For the observational studies included in our systematic review, there was significant heterogeneity and a high level of bias as per the risk-of-bias tool for randomized trial (RoB 2). Therefore, we elected to conduct the meta-analysis only on the available RCT pooled data and only provide individual study results and descriptive statistics for the observational studies. We pooled results of included RCTs using a random effects model after excluding high risk of bias trials. Statistical heterogeneity among studies was examined using the I2 statistic, and observed heterogeneity was elucidated by examining various sources including patient populations, settings, and interventions. Statistical significance was determined at a level α less than or equal to 0.05 and p value used to inform on the strength of the evidence (56). Analysis was performed using the R statistical software Version 3.5.1 (57). Forest plots were created using the R package Metafor (58).

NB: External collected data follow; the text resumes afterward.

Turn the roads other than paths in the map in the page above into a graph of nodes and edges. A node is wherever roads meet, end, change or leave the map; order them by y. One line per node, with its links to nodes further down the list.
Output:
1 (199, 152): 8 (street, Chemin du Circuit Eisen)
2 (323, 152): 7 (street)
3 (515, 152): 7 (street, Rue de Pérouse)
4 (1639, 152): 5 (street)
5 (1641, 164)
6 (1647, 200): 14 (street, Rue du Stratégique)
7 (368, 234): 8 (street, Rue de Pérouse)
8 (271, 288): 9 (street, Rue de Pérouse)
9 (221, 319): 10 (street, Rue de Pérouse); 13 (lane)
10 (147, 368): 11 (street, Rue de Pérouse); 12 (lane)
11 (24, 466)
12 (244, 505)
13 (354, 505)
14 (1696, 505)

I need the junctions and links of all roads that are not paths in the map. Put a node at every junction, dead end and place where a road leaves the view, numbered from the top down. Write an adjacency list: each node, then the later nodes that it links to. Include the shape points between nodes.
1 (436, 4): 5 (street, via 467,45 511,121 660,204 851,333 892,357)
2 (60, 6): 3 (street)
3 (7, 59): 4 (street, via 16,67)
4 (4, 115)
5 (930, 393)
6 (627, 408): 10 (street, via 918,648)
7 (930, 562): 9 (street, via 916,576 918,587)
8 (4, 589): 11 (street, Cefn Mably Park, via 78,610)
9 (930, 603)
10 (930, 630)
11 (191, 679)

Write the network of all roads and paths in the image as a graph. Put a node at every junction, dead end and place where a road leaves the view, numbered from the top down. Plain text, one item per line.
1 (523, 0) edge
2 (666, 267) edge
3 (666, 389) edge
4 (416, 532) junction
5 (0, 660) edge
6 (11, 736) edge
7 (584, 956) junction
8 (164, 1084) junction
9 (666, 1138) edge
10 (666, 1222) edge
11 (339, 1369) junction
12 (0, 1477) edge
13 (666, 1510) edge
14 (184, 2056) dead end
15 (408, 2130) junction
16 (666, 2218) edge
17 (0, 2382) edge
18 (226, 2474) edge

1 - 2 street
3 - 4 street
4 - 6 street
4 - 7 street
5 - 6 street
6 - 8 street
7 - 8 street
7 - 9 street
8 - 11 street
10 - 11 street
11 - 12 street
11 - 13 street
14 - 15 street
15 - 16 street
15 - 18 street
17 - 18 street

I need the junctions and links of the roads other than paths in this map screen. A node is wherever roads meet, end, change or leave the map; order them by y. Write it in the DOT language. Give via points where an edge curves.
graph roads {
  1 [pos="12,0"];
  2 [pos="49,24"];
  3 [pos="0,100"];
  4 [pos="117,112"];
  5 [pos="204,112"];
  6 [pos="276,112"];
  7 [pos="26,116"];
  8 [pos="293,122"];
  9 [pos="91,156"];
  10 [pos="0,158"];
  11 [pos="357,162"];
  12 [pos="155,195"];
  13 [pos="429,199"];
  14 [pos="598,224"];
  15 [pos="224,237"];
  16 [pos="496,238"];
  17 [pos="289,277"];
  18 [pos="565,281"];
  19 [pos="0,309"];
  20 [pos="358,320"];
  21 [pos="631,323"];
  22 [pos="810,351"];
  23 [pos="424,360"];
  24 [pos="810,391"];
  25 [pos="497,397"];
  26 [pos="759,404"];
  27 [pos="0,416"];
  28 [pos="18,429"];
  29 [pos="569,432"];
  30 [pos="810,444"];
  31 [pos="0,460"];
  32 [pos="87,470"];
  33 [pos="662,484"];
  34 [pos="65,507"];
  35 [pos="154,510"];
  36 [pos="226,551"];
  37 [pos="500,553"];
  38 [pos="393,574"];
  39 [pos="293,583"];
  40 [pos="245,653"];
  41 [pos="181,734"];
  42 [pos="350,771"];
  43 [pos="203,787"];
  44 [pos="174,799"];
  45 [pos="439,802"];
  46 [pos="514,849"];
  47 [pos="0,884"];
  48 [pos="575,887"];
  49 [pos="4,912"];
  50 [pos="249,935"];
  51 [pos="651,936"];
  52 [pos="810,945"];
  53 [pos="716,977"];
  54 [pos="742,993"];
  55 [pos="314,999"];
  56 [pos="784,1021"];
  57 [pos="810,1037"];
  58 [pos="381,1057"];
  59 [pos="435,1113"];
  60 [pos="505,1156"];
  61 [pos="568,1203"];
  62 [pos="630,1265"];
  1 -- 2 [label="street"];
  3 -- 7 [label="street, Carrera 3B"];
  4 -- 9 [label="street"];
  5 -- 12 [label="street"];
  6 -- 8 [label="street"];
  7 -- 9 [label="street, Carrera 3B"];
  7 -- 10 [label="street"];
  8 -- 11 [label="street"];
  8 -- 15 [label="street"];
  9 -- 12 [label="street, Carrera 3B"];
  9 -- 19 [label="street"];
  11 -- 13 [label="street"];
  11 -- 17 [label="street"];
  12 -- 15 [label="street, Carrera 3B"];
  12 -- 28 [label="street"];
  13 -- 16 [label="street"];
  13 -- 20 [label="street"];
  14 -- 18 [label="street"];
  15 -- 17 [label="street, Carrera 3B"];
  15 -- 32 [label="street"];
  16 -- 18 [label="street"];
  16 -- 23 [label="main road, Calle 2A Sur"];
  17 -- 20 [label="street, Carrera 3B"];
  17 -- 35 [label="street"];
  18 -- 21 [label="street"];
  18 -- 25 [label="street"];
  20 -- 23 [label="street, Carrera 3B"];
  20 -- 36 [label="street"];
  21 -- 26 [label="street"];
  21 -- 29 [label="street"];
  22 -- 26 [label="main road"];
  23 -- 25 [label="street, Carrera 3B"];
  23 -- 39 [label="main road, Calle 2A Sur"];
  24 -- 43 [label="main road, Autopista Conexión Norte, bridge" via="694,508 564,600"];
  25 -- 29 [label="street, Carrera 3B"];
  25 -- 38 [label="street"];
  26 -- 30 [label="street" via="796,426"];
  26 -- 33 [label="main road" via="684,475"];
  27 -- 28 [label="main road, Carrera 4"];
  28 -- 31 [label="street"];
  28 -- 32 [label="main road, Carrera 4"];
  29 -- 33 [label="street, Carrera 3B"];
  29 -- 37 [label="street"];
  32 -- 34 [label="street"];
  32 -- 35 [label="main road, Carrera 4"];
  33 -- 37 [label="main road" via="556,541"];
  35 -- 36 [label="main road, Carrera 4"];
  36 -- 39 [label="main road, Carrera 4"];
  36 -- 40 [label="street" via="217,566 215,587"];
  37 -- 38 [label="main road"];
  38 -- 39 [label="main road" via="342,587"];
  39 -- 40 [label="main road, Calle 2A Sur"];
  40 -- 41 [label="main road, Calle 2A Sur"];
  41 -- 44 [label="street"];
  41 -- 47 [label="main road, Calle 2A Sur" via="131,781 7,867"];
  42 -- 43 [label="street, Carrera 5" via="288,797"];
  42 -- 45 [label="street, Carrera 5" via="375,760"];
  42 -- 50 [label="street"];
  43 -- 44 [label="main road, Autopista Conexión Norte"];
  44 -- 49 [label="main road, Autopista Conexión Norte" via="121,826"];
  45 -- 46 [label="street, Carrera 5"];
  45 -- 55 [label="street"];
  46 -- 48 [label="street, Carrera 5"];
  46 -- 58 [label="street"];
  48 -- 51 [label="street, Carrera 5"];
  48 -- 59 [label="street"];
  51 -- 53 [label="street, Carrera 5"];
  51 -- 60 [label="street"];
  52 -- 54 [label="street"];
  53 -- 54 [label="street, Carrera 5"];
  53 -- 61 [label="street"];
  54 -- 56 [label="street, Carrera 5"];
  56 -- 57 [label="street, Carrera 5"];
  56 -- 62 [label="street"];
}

Subgroup analysis was not performed due to the small numbers of studies, patients, and population heterogeneity.

Risk of Bias Assessment

Two authors independently assessed the risk of bias for each included study using Risk Of Bias in Non-randomized Studies – of Interventions (ROBINS-I) tool (59) for non-RCTs and the revised Cochrane RoB 2 (60,61).

RESULTS

Studies Characteristics

A total of 481 references were identified by our search. After exclusion of duplicates and abstract screening, 42 full-text articles were assessed for eligibility (Fig. 1). The Kappa score was 0.75. Characteristics of included studies are summarized in Supplemental Table 1 (https://links.lww.com/PCC/B935). Thirteen studies with a total of 11,848 patients met eligibility criteria, including nine RCTs enrolling 557 patients and four observational studies. Three RCTs with a total of 162 patients were included in the meta-analysis of our primary outcome. Overall study populations included patients with severe gastroenteritis (27–30), severe sepsis and septic shock (31–33,62,63), dengue shock (25,26), and diabetic ketoacidosis (34,64). The majority of studies (10/13) were single center, whereas one RCT (30) and two observational studies (31,32) were multicenter. RL was the most commonly used balanced fluid (8/13), whereas 0.9% normal saline was the unbalanced fluid in all 13 studies. The bias assessment detailed in Supplemental Table 2 (https://links.lww.com/PCC/B936): Risk of bias assessment reveals low-moderate risk of bias for seven of nine RCTs (26,27,29,30,34,62,63) and high risk of bias for two of nine RCTs (25,64).

F1
Figure 1.:
Preferred Reporting Items for Systematic Review and Meta-analysis 2009 flow diagram. ICTRP = International Clinical Trials Registry Platform, WHO = World Health Organization. From Moher D, Liberati A, Tetzlaff J, et al; PRISMA Group: Preferred reporting items for systematic review and meta-analysis: The PRISMA Statement. PLos Med 21; 6:e1000097. For more information, visit http://www.consort-statement.org/.

Primary Outcome

Three RCTs (27,29,30) provided adequate data to evaluate the primary outcome. In these trials, follow-up serum bicarbonate levels were measured at 4 (30), 6, (27) and 6–12 hours (29) post fluid administration. The pooled estimate of the three RCTs (27,29,30) with a total of 162 patients revealed a difference in mean change of 1.60 mmol/L in serum bicarbonate levels following fluid administration (95% CI, 0.04–3.16; I2 = 59.2%; p = 0.04) as shown in Figure 2A. Two of the three RCTs (27,29) reported follow-up measures of pH with a pooled mean difference of 0.03 (95% CI, 0.00–0.06; I2 = 14.3%; p = 0.03) in favor of balanced fluid as presented in Figure 2B.

F2
Figure 2.:
Acidosis forest plot: forest plot comparing change in serum bicarbonate from baseline to follow-up post exposition (A) and forest plot comparing follow-up pH (B) in critically ill children exposed to balanced versus unbalanced fluids. RE = random effect.

Secondary Outcomes

Different outcome measures for resolution of metabolic acidosis were reported. In a population of diabetic ketoacidosis, Williams et al (64) and Yung et al (34) reported no significant difference in time to resolution of acidosis after fluid bolus therapy. In an observational study on patients with severe sepsis/septic shock, Samransamruajkit (33) showed a significant difference in base excess at 6 and 24 hours in the RL group compared with the 0.9% saline group (2.46 sd ± 4.07 vs –3.65 sd ± 4.14 in unbalanced; p < 0.001 at 6 hr and 3.36 sd ± 3. vs –1.18 sd ± 3.95; p = 0.002 at 24 hr), whereas Anantasit et al (63) (RCT) did not find a significant difference in the prevalence of hyperchloremic metabolic acidosis.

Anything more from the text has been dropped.